4. The method of claim 1, wherein the control of stomatal density is by controlling methylation of a promoter region of a gene encoding any one of the following proteins: (A) a protein consisting of the amino acid sequence set forth in SEQ ID NO: 1; (B) a protein consisting of an amino acid sequence in which one or more amino acids have been substituted, deleted, added or inserted in the amino acid sequence set forth in SEQ ID NO: 1, with the exception that the portion corresponding to the portion consisting of amino acids at positions 236 to 330 is identical, and the protein has the property of controlling stomatal formation in plants; (C) a protein consisting of an amino acid sequence having 60% or more sequence identity with the amino acid sequence set forth in SEQ ID NO: 1, with the exception that the portion corresponding to the portion consisting of amino acids at positions 236 to 330 is identical, and the protein has the property of controlling stomatal formation in plants.
5. The method of claim 4, wherein the expression of the gene is reduced by controlling the methylation of the promoter region of the gene, thereby producing a progeny plant having increased stomatal density.
6. A plant, its seedling, or a processed product thereof having an increased stomatal density obtained by the method according to claim 5.
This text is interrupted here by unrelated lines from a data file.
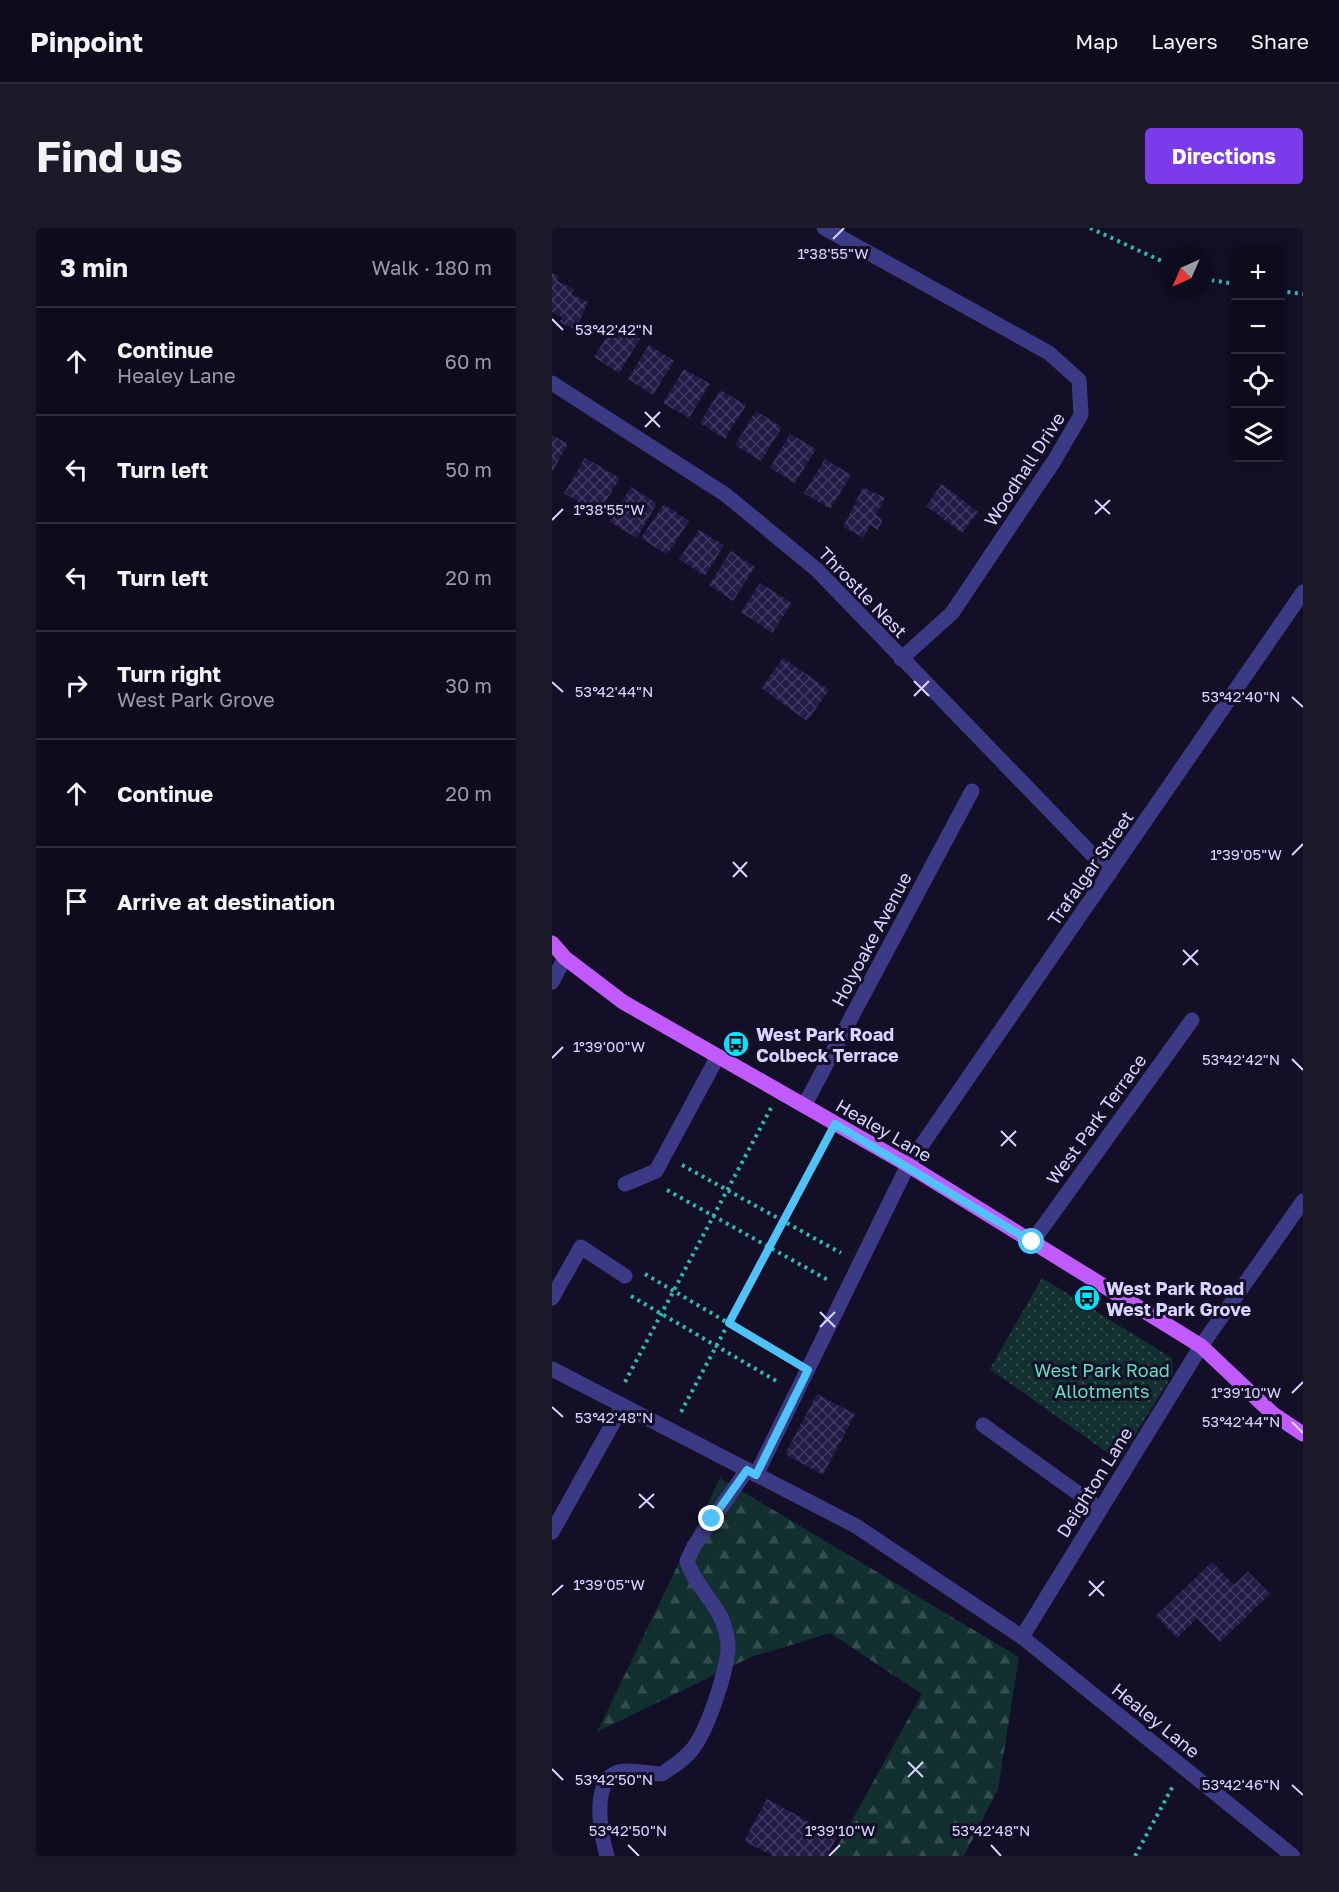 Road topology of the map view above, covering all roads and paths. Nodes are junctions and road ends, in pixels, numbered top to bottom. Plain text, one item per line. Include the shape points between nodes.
1 (824, 228) edge
2 (1090, 228) edge
3 (1159, 260) edge
4 (1213, 280) edge
5 (1231, 283) edge
6 (1285, 292) edge
7 (1303, 294) edge
8 (552, 383) edge
9 (1303, 592) edge
10 (901, 659) junction
11 (972, 791) dead end
12 (1110, 873) junction
13 (552, 943) edge
14 (565, 958) junction
15 (552, 982) edge
16 (1192, 1020) dead end
17 (718, 1056) junction
18 (780, 1092) junction
19 (804, 1106) junction
20 (835, 1124) junction
21 (665, 1155) junction
22 (908, 1165) junction
23 (656, 1171) junction
24 (625, 1184) dead end
25 (727, 1190) junction
26 (1303, 1201) edge
27 (713, 1216) junction
28 (783, 1221) junction
29 (1032, 1242) junction
30 (770, 1247) junction
31 (860, 1264) junction
32 (625, 1276) junction
33 (847, 1290) junction
34 (673, 1291) junction
35 (552, 1298) edge
36 (661, 1313) junction
37 (729, 1323) junction
38 (717, 1346) junction
39 (1201, 1346) junction
40 (552, 1369) edge
41 (808, 1370) junction
42 (796, 1393) junction
43 (618, 1405) junction
44 (983, 1425) dead end
45 (671, 1432) junction
46 (1303, 1434) edge
47 (751, 1472) junction
48 (1100, 1509) junction
49 (552, 1532) edge
50 (1022, 1637) junction
51 (1183, 1767) junction
52 (607, 1856) edge
53 (1135, 1856) edge
54 (1293, 1856) edge

1 - 10 street, Woodhall Drive via 1050,353 1079,380 1082,415 1054,462 952,613
2 - 3 path
4 - 5 path
6 - 7 path
8 - 10 street, Throstle Nest via 726,495 817,570
9 - 12 street, Trafalgar Street
10 - 12 street, Throstle Nest
11 - 19 street, Holyoake Avenue
12 - 22 street, Trafalgar Street
13 - 14 main road, Healey Lane
14 - 15 street
14 - 17 main road, Healey Lane via 623,1002
16 - 29 street, West Park Terrace
17 - 18 main road, Healey Lane
17 - 21 street
18 - 19 main road, Healey Lane
18 - 25 path
19 - 20 main road, Healey Lane
20 - 22 main road, Healey Lane
20 - 28 path
21 - 23 street
21 - 25 path
22 - 29 main road, Healey Lane
22 - 31 street, Trafalgar Street
23 - 24 street
23 - 27 path via 666,1190
25 - 27 path
25 - 28 path
26 - 39 street, Deighton Lane
27 - 30 path
27 - 34 path
28 - 30 path
28 - 31 path
29 - 39 main road, Healey Lane
30 - 33 path
30 - 37 path
31 - 33 street, Trafalgar Street
32 - 34 path via 644,1273
32 - 35 street via 581,1247
32 - 36 path via 627,1294
33 - 41 street, Trafalgar Street
34 - 36 path
34 - 37 path
36 - 38 path
36 - 43 path
37 - 38 path
37 - 41 path
38 - 42 path
38 - 45 path
39 - 46 main road, Healey Lane via 1273,1414
39 - 48 street, Deighton Lane
40 - 43 street, Healey Lane
41 - 42 street, Trafalgar Street
42 - 47 street, Trafalgar Street
43 - 45 street, Healey Lane
43 - 49 street
44 - 48 street
45 - 47 street, Healey Lane
47 - 50 street, Healey Lane via 856,1526
47 - 52 street, Trafalgar Street via 694,1546 687,1561 721,1618 726,1634 725,1662 705,1728 693,1748 662,1774 624,1770 612,1776 602,1790 598,1822
48 - 50 street, Deighton Lane
50 - 51 street, Healey Lane
51 - 53 path
51 - 54 street, Healey Lane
7. A method for fixing atmospheric carbon dioxide using the plant according to claim 6.
8. A method for cultivating the plant according to claim 6, comprising a step of spraying the material on the leaves.
9. A method for controlling stomatal density in a progeny of a plant, comprising the step of cultivating the plant under environmental stress.
10. The method according to claim 9, wherein the step of cultivating under environmental stress comprises controlling the temperature during the ripening stage of the plant.